S’il est une longue et riche carrière politique, c’est celle d’Adolphe Thiers, commencée en 1830 comme défenseur d’une monarchie constitutionnelle, et se terminant à la tête du nouvel Etat républicain en 1871. Conseiller d’Etat, député d’Aix-en-Provence (1830), successivement ministre et chef du gouvernement de Louis-Philippe à plusieurs reprises, puis chef de l’opposition libérale au Second Empire, il est revenu aux affaires avec la guerre de 1870-1871, envoyé comme négociateur pour la France dans les capitales européennes. Elu chef du pouvoir exécutif de la République par l’Assemblée nationale le 13 février 1871, il signe avec Bismarck les préliminaires de paix, mais ses maladresses déclenchent l’insurrection de la Commune. Il signe le traité de Francfort avec la Prusse, avant de réprimer violemment la Commune (mai 1871). Nommé président de la République, il travaille au redressement de la France, mais est renversé le 24 mai 1873 par la majorité conservatrice de l’Assemblée, et est remplacé par le maréchal de Mac-Mahon.

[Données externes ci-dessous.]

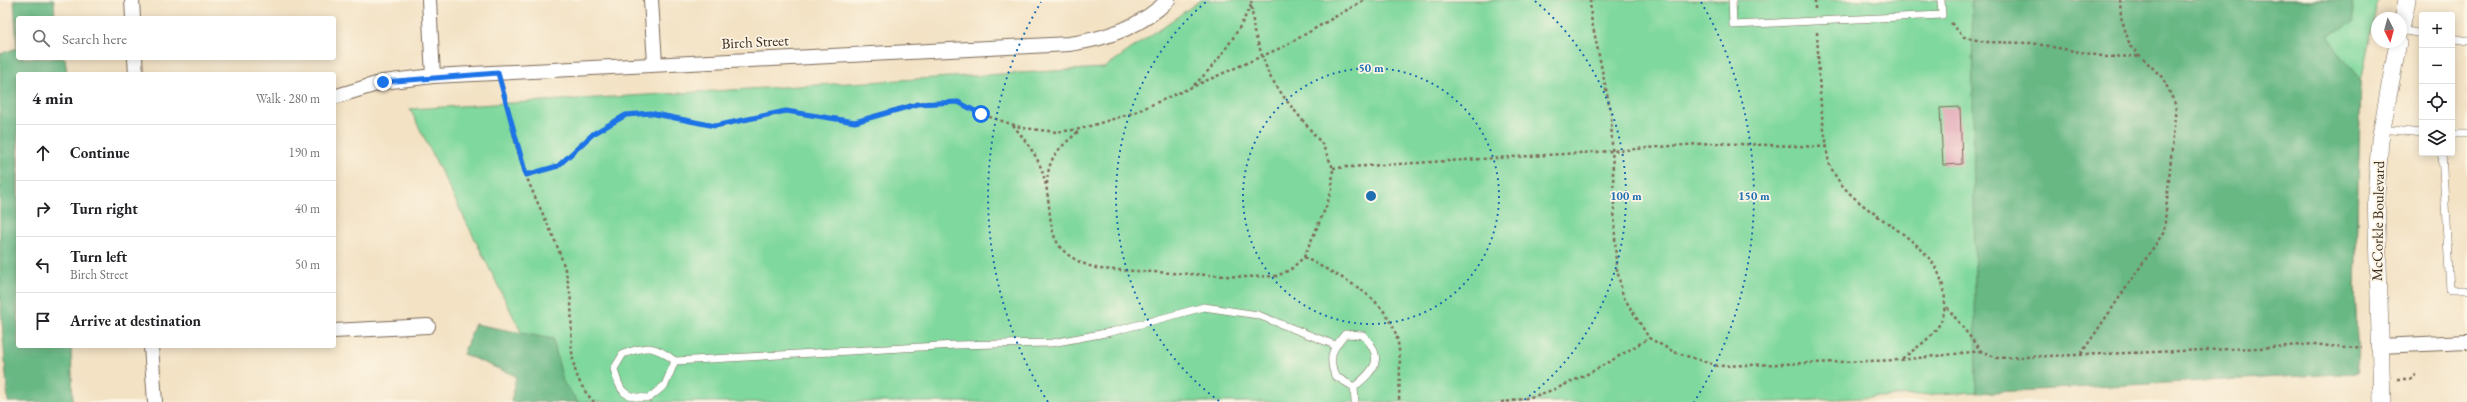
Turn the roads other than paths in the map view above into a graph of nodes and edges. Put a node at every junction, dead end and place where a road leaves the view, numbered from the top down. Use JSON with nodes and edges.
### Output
{"nodes":[{"id":1,"x":132,"y":0,"type":"edge"},
{"id":2,"x":429,"y":0,"type":"edge"},
{"id":3,"x":651,"y":0,"type":"edge"},
{"id":4,"x":1168,"y":0,"type":"edge"},
{"id":5,"x":1732,"y":0,"type":"edge"},
{"id":6,"x":1941,"y":0,"type":"edge"},
{"id":7,"x":2407,"y":0,"type":"edge"},
{"id":8,"x":2405,"y":12,"type":"edge"},
{"id":9,"x":133,"y":16,"type":"edge"},
{"id":10,"x":2407,"y":30,"type":"edge"},
{"id":11,"x":2419,"y":33,"type":"edge"},
{"id":12,"x":2455,"y":39,"type":"edge"},
{"id":13,"x":2467,"y":41,"type":"edge"},
{"id":14,"x":2397,"y":48,"type":"edge"},
{"id":15,"x":135,"y":60,"type":"edge"},
{"id":16,"x":655,"y":63,"type":"junction"},
{"id":17,"x":136,"y":72,"type":"edge"},
{"id":18,"x":433,"y":76,"type":"junction"},
{"id":19,"x":336,"y":96,"type":"edge"},
{"id":20,"x":2382,"y":129,"type":"junction"},
{"id":21,"x":2419,"y":133,"type":"edge"},
{"id":22,"x":2455,"y":134,"type":"edge"},
{"id":23,"x":2467,"y":134,"type":"edge"},
{"id":24,"x":2442,"y":156,"type":"edge"},
{"id":25,"x":2467,"y":290,"type":"edge"},
{"id":26,"x":428,"y":326,"type":"dead end"},
{"id":27,"x":336,"y":331,"type":"edge"},
{"id":28,"x":2467,"y":342,"type":"edge"},
{"id":29,"x":1335,"y":345,"type":"junction"},
{"id":30,"x":2380,"y":346,"type":"junction"},
{"id":31,"x":151,"y":348,"type":"edge"},
{"id":32,"x":675,"y":361,"type":"junction"},
{"id":33,"x":1354,"y":387,"type":"junction"},
{"id":34,"x":155,"y":402,"type":"edge"},
{"id":35,"x":1355,"y":402,"type":"edge"},
{"id":36,"x":2382,"y":402,"type":"edge"}],
"edges":[{"from":1,"to":9,"type":"street"},
{"from":2,"to":18,"type":"street"},
{"from":3,"to":16,"type":"street"},
{"from":4,"to":16,"type":"street","name":"Birch Street"},
{"from":5,"to":6,"type":"lane"},
{"from":7,"to":8,"type":"street"},
{"from":10,"to":11,"type":"lane"},
{"from":12,"to":13,"type":"lane"},
{"from":14,"to":20,"type":"street","name":"McCorkle Boulevard"},
{"from":15,"to":17,"type":"street"},
{"from":16,"to":18,"type":"street","name":"Birch Street"},
{"from":18,"to":19,"type":"street","name":"Birch Street"},
{"from":20,"to":21,"type":"lane"},
{"from":20,"to":30,"type":"street","name":"McCorkle Boulevard"},
{"from":22,"to":23,"type":"lane"},
{"from":24,"to":25,"type":"lane"},
{"from":26,"to":27,"type":"street"},
{"from":28,"to":30,"type":"street"},
{"from":29,"to":32,"type":"lane"},
{"from":29,"to":33,"type":"lane"},
{"from":29,"to":33,"type":"lane"},
{"from":30,"to":36,"type":"street","name":"McCorkle Boulevard"},
{"from":31,"to":34,"type":"street"},
{"from":32,"to":32,"type":"lane"},
{"from":33,"to":35,"type":"lane"}]}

Peint par Bonnat, l’un des portraitistes les plus recherchés de la Troisième République, le portrait montre Thiers à la fin de sa vie, alors qu’il est encore le chef de l’opposition républicaine. Cette année-là, devant l’Assemblée nationale, réunie à Versailles dans sa nouvelle salle de séances, son rival républicain Gambetta le salue du titre de « libérateur du territoire » en hommage à son rôle pour le remboursement record de la dette de guerre française envers l’Allemagne - cinq milliards de francs or –, qui a entraîné le départ des troupes d’occupation.
Traitée avec une extraordinaire économie de moyens, l’œuvre traduit magistralement l’autorité et le caractère déterminé du modèle.